* _Aim of the exercise_: Would you please copy each line below that includes the string "Durham"?

[Opening Task material section]

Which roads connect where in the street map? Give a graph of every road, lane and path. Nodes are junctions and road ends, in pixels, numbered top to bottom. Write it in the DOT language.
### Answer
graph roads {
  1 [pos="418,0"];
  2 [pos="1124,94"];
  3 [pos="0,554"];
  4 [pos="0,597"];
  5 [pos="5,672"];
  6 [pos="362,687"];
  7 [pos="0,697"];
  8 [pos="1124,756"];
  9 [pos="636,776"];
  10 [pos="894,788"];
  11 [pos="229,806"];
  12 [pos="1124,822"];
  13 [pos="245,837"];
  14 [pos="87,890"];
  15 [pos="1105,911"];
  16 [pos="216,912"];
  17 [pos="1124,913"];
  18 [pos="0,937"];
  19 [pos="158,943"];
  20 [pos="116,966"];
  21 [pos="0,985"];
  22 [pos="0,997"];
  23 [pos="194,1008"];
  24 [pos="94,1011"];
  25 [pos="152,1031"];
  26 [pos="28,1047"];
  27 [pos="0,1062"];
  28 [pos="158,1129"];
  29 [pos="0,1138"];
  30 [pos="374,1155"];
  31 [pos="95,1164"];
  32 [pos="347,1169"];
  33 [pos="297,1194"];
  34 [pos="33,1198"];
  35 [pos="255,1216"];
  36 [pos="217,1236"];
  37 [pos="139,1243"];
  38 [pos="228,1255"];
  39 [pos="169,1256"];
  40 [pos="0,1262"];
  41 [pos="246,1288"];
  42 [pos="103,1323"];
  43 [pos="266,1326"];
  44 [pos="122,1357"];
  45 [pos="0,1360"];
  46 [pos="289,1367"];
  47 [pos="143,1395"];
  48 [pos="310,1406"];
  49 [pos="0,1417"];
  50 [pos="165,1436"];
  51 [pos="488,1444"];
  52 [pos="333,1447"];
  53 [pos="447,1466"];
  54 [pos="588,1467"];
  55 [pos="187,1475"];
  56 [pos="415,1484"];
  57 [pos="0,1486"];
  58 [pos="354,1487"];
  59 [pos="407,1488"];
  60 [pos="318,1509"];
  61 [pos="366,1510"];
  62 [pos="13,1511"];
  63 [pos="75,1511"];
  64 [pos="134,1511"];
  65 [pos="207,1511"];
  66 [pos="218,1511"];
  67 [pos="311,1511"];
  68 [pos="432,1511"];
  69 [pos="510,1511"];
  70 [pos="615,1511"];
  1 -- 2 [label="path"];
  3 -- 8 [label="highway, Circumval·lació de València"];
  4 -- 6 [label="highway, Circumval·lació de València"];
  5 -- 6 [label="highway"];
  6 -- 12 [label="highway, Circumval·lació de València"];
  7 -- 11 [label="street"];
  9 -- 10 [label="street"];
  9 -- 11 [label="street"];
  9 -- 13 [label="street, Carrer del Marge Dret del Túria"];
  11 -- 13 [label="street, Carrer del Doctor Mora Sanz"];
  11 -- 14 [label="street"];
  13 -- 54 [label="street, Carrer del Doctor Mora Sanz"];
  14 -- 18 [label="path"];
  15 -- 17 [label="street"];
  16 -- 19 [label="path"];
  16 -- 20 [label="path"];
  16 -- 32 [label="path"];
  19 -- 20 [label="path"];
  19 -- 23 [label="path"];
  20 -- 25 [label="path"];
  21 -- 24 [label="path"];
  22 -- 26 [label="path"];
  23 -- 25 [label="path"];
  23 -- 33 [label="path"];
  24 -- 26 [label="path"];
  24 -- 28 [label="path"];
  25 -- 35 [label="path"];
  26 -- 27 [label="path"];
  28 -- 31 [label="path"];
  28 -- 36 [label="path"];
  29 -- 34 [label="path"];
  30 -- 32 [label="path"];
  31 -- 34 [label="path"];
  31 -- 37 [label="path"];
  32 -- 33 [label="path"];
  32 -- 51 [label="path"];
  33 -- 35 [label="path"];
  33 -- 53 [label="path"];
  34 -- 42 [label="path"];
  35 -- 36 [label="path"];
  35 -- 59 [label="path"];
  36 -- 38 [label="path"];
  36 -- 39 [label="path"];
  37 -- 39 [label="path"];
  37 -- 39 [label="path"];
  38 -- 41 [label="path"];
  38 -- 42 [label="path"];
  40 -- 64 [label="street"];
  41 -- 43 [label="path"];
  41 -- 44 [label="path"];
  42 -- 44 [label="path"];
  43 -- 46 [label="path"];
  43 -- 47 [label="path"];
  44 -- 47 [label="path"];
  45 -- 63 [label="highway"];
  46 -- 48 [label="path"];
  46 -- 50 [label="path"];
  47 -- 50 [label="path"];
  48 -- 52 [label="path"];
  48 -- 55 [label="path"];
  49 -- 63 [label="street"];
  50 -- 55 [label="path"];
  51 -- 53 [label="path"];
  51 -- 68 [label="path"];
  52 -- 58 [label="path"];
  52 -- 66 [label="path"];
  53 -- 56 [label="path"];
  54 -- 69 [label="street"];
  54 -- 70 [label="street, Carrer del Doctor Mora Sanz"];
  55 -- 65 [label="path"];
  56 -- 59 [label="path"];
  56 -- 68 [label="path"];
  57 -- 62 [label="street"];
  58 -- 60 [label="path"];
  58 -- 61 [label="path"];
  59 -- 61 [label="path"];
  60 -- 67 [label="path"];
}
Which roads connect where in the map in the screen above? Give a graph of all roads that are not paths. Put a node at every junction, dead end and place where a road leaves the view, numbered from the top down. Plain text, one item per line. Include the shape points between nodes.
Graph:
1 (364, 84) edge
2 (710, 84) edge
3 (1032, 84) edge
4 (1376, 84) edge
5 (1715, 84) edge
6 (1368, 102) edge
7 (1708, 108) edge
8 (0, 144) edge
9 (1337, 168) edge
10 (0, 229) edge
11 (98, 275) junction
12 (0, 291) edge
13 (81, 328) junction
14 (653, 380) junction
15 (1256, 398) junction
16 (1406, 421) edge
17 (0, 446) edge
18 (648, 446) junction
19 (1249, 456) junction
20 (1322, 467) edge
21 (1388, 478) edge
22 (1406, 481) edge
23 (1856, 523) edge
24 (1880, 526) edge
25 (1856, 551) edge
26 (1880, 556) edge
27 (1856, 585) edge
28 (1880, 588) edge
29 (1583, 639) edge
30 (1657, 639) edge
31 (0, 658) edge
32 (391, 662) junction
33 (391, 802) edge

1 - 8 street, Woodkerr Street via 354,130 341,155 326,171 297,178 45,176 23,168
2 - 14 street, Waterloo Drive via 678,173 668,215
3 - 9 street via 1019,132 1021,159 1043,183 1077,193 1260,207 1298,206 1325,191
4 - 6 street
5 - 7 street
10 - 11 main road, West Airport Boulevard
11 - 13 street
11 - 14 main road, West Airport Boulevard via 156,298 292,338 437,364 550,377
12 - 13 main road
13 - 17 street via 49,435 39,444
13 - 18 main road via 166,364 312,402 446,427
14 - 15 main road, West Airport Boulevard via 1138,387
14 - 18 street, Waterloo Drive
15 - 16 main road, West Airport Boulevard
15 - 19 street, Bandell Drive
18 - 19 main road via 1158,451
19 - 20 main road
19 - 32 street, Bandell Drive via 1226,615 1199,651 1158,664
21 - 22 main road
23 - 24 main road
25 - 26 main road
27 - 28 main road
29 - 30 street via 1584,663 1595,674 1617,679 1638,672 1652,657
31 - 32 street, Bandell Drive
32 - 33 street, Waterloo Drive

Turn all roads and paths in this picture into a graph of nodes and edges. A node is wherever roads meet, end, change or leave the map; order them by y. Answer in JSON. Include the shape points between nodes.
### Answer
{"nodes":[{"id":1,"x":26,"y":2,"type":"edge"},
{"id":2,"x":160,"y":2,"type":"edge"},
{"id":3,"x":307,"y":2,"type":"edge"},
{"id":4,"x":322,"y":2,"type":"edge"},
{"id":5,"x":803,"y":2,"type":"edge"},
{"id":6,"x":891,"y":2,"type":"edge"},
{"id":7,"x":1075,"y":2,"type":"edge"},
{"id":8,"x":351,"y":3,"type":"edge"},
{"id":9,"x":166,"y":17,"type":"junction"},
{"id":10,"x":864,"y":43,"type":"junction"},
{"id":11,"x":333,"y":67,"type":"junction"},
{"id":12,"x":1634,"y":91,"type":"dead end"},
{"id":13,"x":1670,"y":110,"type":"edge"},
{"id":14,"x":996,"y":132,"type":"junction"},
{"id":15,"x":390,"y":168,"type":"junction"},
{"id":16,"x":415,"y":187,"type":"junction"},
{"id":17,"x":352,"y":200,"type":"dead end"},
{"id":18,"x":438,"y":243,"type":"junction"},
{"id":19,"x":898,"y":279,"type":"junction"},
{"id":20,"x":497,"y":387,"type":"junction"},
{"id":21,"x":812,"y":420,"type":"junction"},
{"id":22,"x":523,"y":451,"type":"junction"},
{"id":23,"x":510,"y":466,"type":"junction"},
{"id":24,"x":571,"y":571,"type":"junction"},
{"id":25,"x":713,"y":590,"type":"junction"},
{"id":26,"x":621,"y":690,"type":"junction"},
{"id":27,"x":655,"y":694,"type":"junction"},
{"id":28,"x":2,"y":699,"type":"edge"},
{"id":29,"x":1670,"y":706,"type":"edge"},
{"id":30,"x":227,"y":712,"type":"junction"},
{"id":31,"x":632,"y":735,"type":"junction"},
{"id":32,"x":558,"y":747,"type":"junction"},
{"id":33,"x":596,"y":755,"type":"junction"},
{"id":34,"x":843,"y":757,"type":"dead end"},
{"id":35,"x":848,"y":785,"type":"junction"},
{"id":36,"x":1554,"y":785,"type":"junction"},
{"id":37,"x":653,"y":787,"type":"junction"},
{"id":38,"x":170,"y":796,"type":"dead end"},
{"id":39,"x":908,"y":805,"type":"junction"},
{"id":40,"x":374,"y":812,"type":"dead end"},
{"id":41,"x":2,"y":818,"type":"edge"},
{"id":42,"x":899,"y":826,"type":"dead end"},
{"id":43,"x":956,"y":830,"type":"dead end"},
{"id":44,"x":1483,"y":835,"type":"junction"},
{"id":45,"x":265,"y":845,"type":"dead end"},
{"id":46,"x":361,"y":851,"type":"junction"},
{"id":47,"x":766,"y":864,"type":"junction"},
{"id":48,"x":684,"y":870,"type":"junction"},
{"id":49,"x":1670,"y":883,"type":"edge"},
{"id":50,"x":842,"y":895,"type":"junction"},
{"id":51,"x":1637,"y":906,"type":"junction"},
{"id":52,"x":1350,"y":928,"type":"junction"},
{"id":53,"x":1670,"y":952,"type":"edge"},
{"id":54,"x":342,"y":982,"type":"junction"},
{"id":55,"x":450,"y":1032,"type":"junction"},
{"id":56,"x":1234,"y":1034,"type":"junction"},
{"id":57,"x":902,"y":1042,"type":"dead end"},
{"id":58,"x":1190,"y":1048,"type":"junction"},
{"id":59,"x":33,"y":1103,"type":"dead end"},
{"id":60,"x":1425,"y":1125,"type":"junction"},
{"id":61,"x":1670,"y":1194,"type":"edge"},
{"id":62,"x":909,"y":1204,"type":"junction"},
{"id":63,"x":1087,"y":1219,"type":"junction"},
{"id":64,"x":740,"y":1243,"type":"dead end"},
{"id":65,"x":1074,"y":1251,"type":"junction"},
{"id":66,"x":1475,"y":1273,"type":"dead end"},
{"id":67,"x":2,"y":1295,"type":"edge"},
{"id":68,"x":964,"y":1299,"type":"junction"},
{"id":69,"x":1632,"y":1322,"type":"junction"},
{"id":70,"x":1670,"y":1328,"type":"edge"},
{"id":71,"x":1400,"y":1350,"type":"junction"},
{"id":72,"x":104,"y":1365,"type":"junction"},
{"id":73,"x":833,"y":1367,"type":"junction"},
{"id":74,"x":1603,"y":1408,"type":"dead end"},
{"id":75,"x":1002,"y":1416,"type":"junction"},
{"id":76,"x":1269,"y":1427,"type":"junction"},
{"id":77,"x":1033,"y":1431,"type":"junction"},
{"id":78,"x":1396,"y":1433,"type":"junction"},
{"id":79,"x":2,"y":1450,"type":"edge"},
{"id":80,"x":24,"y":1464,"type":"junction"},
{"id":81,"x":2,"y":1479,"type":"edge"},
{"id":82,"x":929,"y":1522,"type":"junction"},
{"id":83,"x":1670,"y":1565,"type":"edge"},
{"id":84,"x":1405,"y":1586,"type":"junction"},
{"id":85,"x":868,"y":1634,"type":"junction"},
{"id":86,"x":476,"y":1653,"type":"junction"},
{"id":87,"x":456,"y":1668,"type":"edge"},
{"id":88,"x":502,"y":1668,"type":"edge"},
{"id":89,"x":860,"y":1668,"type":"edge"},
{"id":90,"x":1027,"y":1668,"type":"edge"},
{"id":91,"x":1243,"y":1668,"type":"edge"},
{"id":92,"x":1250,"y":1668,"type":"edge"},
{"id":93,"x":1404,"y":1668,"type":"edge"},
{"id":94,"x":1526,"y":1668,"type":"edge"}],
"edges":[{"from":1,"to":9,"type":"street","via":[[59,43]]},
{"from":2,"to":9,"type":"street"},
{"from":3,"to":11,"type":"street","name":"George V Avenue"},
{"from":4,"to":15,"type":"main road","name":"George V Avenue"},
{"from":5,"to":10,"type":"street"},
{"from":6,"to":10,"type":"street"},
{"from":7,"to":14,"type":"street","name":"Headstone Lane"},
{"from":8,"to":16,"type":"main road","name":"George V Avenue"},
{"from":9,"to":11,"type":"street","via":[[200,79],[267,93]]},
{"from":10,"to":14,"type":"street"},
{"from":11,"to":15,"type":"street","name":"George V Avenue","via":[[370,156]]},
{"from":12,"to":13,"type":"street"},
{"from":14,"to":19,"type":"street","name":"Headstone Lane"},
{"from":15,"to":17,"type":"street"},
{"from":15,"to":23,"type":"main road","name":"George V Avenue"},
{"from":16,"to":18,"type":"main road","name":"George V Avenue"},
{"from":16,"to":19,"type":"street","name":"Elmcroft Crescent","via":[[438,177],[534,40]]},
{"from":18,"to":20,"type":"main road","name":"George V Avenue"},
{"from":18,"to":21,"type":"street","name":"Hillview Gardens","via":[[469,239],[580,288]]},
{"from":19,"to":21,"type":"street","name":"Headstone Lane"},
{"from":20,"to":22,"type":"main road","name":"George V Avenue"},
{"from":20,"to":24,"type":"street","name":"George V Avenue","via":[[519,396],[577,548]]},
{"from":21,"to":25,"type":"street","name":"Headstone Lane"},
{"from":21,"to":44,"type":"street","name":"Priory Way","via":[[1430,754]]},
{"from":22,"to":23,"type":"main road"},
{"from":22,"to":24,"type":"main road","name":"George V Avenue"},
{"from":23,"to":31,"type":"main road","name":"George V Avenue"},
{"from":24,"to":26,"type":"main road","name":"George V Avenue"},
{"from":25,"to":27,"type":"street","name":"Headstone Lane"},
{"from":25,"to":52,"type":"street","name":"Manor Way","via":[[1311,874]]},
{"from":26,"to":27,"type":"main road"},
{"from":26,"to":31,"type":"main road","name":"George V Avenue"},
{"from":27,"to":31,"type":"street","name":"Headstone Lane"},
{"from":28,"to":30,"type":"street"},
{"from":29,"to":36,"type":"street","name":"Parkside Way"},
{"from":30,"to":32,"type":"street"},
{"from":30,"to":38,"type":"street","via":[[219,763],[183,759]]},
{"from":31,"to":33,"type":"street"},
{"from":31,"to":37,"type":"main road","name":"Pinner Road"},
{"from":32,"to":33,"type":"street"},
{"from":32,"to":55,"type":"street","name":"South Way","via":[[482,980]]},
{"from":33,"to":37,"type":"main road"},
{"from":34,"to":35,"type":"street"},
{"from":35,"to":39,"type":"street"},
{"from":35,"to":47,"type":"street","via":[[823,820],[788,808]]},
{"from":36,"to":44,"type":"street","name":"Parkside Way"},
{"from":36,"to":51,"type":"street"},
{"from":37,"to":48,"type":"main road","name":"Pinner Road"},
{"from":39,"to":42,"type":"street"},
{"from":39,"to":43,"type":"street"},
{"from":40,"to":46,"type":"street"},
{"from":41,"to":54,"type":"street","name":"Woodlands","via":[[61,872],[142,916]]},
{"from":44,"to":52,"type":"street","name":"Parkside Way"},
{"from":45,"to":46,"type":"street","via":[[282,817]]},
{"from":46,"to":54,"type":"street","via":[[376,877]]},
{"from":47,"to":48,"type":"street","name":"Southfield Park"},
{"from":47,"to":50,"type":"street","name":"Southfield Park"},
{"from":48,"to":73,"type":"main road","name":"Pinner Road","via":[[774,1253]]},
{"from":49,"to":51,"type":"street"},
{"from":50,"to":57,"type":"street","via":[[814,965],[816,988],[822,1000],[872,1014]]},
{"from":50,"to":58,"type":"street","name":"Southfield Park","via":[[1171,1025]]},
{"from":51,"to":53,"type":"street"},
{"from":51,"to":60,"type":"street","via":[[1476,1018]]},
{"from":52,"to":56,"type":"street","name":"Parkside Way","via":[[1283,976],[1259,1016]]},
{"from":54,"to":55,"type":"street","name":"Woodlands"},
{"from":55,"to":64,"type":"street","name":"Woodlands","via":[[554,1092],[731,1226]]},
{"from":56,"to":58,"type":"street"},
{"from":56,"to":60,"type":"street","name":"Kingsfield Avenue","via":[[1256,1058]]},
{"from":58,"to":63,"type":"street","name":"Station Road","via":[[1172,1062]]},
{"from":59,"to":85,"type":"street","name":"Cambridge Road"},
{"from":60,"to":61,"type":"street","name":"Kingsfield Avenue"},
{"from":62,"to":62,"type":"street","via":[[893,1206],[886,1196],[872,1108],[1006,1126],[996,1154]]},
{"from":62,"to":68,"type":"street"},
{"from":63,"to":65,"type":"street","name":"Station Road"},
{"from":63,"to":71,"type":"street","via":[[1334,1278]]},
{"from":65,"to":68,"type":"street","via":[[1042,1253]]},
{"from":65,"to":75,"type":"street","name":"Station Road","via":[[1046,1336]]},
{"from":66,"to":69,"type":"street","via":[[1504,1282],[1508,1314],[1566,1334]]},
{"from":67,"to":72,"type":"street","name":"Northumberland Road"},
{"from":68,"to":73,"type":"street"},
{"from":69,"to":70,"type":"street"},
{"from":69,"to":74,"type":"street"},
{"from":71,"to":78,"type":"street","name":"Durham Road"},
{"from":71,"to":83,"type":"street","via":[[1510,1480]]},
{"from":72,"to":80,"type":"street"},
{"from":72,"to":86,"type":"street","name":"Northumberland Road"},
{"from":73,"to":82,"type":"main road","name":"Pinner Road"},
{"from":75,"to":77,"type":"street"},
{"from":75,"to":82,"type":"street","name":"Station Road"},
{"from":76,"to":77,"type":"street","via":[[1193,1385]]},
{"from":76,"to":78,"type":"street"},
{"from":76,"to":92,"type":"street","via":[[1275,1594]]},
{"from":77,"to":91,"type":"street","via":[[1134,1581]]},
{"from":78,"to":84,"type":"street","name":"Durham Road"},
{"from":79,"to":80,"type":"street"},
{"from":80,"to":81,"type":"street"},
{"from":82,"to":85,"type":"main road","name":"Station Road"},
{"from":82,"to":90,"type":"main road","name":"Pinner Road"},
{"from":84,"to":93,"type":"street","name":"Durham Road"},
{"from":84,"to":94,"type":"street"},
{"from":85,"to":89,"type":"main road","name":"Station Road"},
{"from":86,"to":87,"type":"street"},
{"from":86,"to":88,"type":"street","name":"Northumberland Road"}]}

[Closing Task material section]

* _Expected answer_:
{"from":71,"to":78,"type":"street","name":"Durham Road"},
{"from":78,"to":84,"type":"street","name":"Durham Road"},
{"from":84,"to":93,"type":"street","name":"Durham Road"},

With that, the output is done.